[Stored data]
====

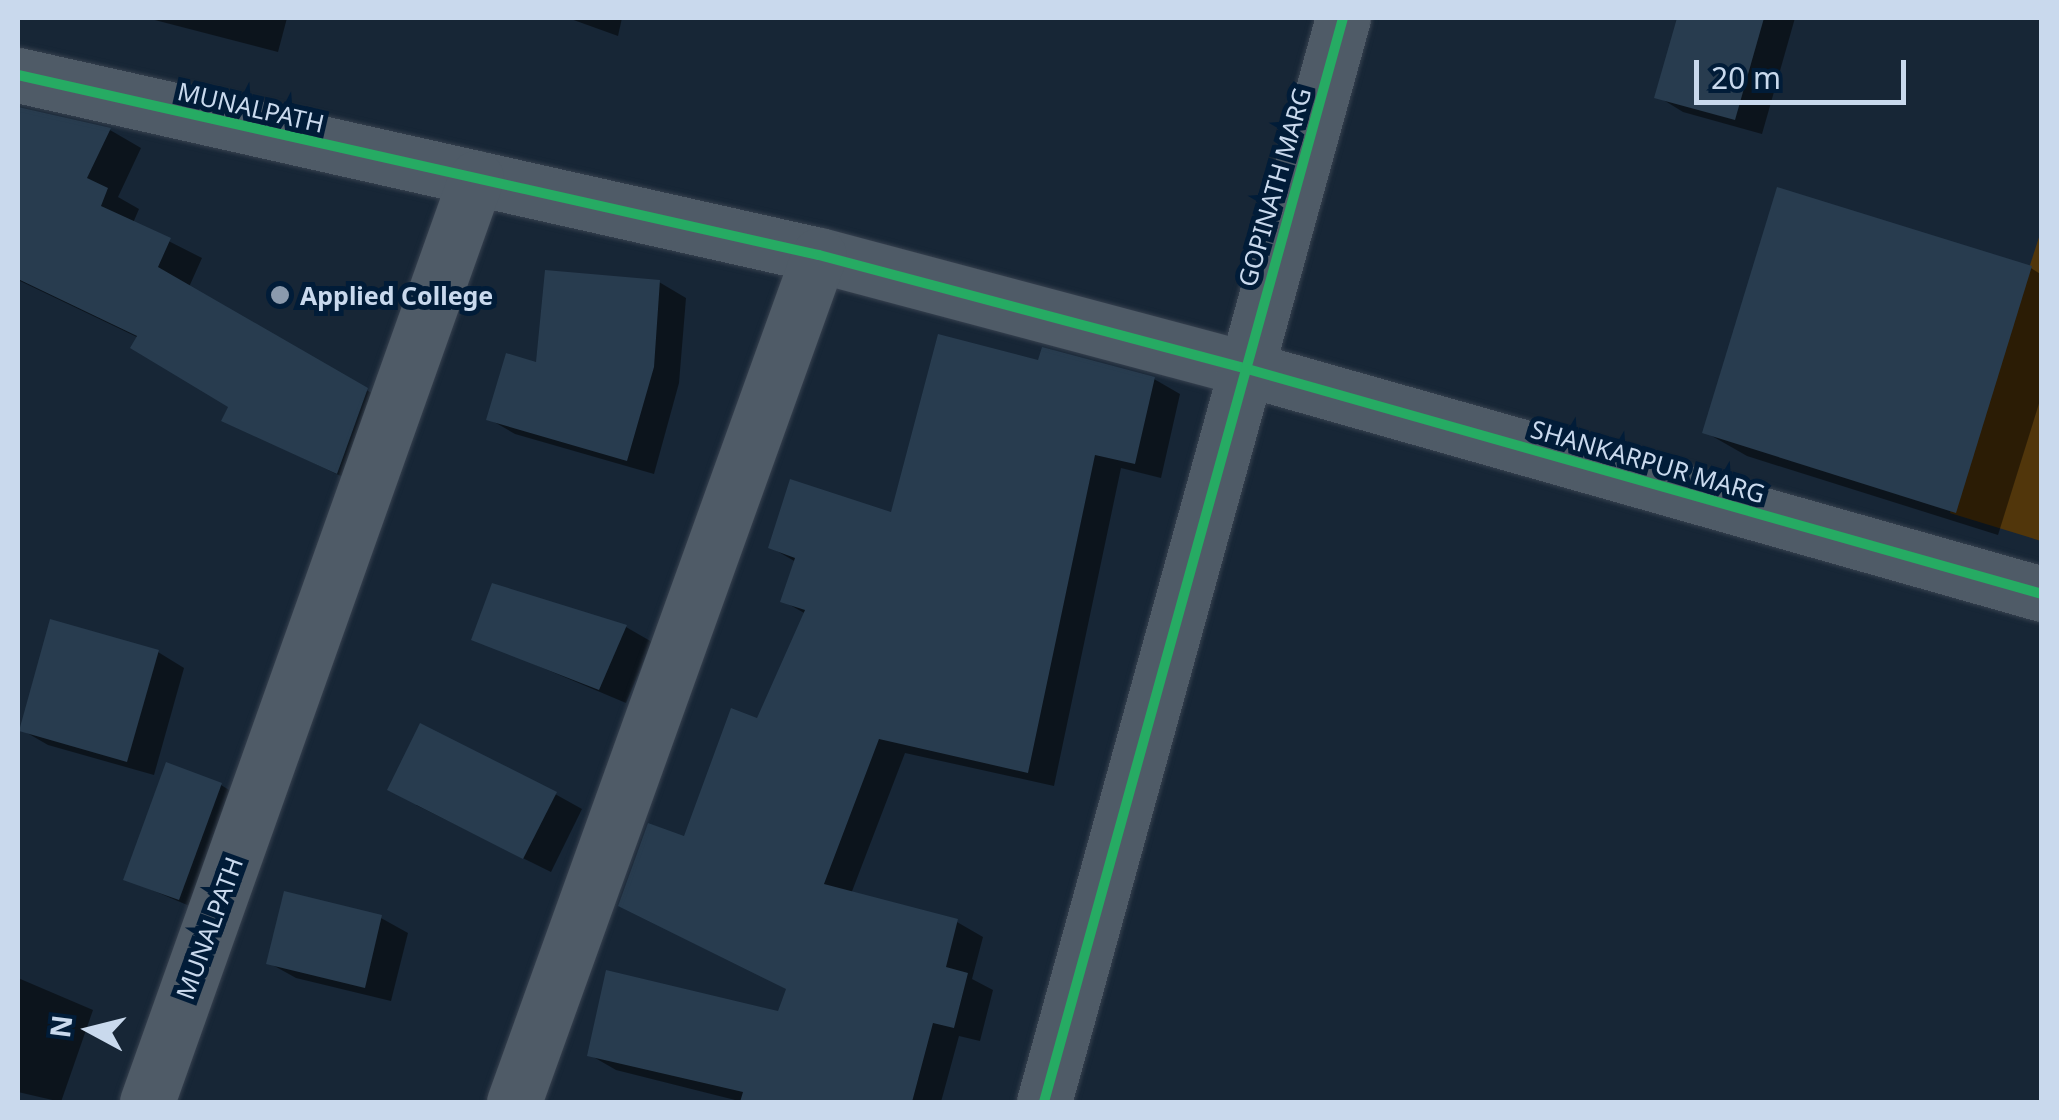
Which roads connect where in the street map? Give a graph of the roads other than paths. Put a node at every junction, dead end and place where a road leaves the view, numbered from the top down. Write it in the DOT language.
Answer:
graph roads {
  1 [pos="1343,18"];
  2 [pos="18,75"];
  3 [pos="476,178"];
  4 [pos="819,255"];
  5 [pos="1244,368"];
  6 [pos="2042,594"];
  7 [pos="147,1102"];
  8 [pos="514,1102"];
  9 [pos="1044,1102"];
  1 -- 5 [label="street, GOPINATH MARG"];
  2 -- 3 [label="street, MUNALPATH"];
  3 -- 4 [label="street, SHANKARPUR MARG"];
  3 -- 7 [label="street, MUNALPATH"];
  4 -- 5 [label="street, SHANKARPUR MARG"];
  4 -- 8 [label="street"];
  5 -- 6 [label="street, SHANKARPUR MARG"];
  5 -- 9 [label="street, GOPINATH MARG"];
}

====

**TASK GOAL**
Repeat all of the entries above exactly. Keep pictures out of it.

**OUTPUT BELOW**
Which roads connect where in the street map? Give a graph of the roads other than paths. Put a node at every junction, dead end and place where a road leaves the view, numbered from the top down. Write it in the DOT language.
Answer:
graph roads {
  1 [pos="1343,18"];
  2 [pos="18,75"];
  3 [pos="476,178"];
  4 [pos="819,255"];
  5 [pos="1244,368"];
  6 [pos="2042,594"];
  7 [pos="147,1102"];
  8 [pos="514,1102"];
  9 [pos="1044,1102"];
  1 -- 5 [label="street, GOPINATH MARG"];
  2 -- 3 [label="street, MUNALPATH"];
  3 -- 4 [label="street, SHANKARPUR MARG"];
  3 -- 7 [label="street, MUNALPATH"];
  4 -- 5 [label="street, SHANKARPUR MARG"];
  4 -- 8 [label="street"];
  5 -- 6 [label="street, SHANKARPUR MARG"];
  5 -- 9 [label="street, GOPINATH MARG"];
}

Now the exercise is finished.